In many ways, I fit the exact image of a young American Jew. So why was I stuck on that plane, agonizing over whether I had enough punches on my “Jew Card” to redeem for full membership?
Maybe it’s because I didn’t go to Camp Ramah or because my Jewish learning at a story-heavy, Hebrew-light Reform religious school left out a lot of Torah-related vocabulary words. Or maybe it’s because of something more substantial.
I’ll let you in on a little secret. I didn’t have a bat mitzvah. After fifth grade, my family moved temporarily to a small suburban town in Northern California where the Jewish population happened to be small and unenthused. So, for the three years surrounding the time when I would have had my bat mitzvah, I was living in a place where I felt disconnected from Judaism. I felt my bat mitzvah ought to challenge my relationship with my faith and mark my allegiance with a community that motivated and supported me. I didn’t want such a momentous occasion to occur in a place I felt completely untethered to, so I just didn’t have it. I still haven’t.
Does that make me less Jewish?
I went to Sunday school, but I can’t read Hebrew. I don’t know the names of obscure prayers or much of the Torah outside a handful of weekly portions. Some years, I don’t even go to shul on the High Holidays.

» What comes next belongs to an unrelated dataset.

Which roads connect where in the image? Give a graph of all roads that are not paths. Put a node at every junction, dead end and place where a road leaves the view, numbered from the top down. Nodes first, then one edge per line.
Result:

Does that make me less Jewish?
Throughout this past year, as a Rising Voices Fellow, there have been many times when I have felt it does. I spent a lot of this year feeling vaguely uneasy, like I had to prove myself.

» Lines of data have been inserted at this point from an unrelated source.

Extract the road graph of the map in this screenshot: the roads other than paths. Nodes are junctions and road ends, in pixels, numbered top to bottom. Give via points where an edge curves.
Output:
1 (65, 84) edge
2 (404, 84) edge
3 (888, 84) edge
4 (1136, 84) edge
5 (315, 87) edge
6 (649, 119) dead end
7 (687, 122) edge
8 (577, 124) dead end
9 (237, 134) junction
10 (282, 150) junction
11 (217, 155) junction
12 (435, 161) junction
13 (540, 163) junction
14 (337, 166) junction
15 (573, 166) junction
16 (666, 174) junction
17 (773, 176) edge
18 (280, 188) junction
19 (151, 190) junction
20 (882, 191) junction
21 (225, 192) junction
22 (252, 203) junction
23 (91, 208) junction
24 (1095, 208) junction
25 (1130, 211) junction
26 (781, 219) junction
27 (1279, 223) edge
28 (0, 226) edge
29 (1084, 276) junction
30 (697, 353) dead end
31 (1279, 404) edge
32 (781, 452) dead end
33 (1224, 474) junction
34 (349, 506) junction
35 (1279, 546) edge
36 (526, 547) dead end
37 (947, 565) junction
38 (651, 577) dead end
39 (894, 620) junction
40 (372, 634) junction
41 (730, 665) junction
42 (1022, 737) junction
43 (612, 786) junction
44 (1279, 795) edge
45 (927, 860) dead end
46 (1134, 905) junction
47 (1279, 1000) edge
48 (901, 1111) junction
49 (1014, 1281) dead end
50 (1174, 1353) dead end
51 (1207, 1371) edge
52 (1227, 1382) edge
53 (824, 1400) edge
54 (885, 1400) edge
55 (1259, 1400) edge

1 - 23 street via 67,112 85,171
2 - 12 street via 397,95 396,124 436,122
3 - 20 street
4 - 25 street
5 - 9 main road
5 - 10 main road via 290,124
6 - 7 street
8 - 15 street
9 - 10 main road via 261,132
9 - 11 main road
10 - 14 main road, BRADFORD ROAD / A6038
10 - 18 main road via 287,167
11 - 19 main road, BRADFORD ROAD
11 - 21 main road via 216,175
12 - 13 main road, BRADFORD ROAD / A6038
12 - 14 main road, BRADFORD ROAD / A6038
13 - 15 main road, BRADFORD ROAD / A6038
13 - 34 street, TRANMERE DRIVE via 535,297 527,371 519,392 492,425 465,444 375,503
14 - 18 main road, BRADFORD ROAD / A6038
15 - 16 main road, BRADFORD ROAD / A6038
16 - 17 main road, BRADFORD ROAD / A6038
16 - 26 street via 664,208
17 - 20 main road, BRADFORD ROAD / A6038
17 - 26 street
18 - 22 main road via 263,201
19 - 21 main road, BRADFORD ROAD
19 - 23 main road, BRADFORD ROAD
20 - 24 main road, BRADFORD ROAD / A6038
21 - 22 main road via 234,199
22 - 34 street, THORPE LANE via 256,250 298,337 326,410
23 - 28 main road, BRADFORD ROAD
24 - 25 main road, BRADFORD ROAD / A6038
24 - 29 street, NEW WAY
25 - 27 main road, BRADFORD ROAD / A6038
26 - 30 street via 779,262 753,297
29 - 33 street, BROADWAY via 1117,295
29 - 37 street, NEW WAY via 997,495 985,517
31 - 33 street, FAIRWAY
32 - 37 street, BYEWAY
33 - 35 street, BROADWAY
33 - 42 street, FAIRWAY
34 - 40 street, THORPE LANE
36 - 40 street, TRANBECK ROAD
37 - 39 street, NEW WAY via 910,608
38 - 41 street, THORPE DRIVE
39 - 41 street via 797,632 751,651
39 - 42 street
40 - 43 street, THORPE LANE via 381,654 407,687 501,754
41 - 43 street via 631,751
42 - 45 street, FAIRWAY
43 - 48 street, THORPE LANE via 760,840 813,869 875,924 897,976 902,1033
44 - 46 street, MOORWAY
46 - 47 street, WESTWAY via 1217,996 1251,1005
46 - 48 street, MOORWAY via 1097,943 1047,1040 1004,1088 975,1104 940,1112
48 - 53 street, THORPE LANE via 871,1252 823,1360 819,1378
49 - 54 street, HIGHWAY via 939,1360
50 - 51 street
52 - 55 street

I am lucky enough to be part of a cohort of powerful, informed Jewish girls brimming with equal parts knowledge and curiosity. They write blog posts with titles that mention their Jewish day school, or introspective pieces about the Kotel and what it means to be an Orthodox feminist. They hold intelligent, challenging debates about the Israeli-Palestinian conflict in our iMessage group chat. But sometimes, as I read and I listen, I can’t help feeling left out. I don’t know enough, I tell myself. I’ve never been to Israel. I haven’t had the right set of Jewish experiences.

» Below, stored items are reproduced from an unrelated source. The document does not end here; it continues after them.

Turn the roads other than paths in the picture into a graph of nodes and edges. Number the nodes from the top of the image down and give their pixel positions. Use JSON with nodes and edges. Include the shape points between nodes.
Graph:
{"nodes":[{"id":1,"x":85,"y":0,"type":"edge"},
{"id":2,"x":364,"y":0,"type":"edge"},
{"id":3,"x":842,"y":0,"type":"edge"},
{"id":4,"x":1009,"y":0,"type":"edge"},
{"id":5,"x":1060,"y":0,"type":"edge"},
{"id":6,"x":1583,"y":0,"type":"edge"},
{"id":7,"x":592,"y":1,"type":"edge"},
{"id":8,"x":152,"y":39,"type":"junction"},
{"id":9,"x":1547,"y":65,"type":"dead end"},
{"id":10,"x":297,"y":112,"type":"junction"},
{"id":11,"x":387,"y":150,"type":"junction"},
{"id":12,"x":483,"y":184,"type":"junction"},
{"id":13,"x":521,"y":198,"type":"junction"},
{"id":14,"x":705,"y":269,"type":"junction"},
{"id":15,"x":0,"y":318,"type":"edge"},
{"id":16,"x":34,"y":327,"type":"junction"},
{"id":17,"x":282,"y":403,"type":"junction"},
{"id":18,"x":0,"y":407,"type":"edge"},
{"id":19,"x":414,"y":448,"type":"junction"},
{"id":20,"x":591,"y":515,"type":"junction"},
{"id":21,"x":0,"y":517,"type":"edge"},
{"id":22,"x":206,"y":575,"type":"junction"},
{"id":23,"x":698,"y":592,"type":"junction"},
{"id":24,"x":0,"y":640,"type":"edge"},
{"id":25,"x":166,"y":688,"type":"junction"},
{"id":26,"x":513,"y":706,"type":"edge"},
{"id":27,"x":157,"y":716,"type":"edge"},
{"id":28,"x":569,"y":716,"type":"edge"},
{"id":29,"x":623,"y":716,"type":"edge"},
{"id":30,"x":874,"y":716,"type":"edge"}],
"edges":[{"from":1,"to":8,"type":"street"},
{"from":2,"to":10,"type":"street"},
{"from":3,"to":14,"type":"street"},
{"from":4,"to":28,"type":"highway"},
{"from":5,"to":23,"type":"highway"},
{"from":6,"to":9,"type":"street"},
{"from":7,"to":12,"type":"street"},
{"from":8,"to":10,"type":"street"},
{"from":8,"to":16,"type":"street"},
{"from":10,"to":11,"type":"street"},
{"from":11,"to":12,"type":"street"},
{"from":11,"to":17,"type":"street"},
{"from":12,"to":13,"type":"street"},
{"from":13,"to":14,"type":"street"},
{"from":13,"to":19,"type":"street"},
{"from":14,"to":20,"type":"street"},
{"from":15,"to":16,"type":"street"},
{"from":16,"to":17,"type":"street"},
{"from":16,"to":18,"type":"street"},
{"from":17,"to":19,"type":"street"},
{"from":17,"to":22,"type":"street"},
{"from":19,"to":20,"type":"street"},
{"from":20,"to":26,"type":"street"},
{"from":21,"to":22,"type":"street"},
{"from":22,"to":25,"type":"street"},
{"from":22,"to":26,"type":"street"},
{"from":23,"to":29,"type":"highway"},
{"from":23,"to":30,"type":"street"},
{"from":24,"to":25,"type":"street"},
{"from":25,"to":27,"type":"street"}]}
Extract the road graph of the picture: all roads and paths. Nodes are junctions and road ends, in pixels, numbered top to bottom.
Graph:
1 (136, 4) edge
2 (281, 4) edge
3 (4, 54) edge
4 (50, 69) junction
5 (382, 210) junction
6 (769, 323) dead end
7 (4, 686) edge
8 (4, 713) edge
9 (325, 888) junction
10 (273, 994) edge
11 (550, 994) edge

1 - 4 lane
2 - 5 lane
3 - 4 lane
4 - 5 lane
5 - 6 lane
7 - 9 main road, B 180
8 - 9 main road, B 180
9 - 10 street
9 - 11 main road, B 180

It has taken me this entire year to realize that I’m making it all up.
The learning curve has been slow. It’s been gradual, adding up in moments when I realized another girl in the group didn’t know something also unfamiliar to me, or the admission that someone else didn’t go to summer camp. It’s looking across the circle during a particular rendition of a Havdalah song and catching the eye of someone who’s just as lost as I am—a shared shrug and giggle of confusion. It’s in finding songs, poems, stories that do matter to me; pieces of my Judaism that are pieces all my own.
I have spent the last year learning that we are all at different places in our Jewish education; we have all had different sets of experiences. And they are all valid.
There is not a single girl in this Fellowship who looks at me and thinks, “Oh, she’s the one that’s only Jewish.” When I do go to shul, my Rabbi greets me exactly the same as everyone else, whether or not she saw me at services last Rosh Hashanah. And maybe I don’t know every word, but my heart swells during the opening lines of “Hashkiveinu” anyway.
I may spend the rest of my life struggling with my place in this community. I may spend decades in conflict over my feelings about Israel or God or the Torah. But what this year has taught me is that being Jewish means wrestling with faith and community, grappling with questions without needing answers.
No, I haven’t been bat mitzvahed. No, I still don’t understand all the Hebrew phrases my friends use. But I’m practicing owning that. Instead of hiding in the bathroom with my phone, I’m pushing myself to ask what the words mean. I’m writing my own definition of Jewish and expanding it every day.
No matter where I am, what I know, or what I’ve experienced, I am Jewish enough.
Emma Cohn is a senior at the School of Inquiry and Life Sciences at Asheville in Asheville, NC.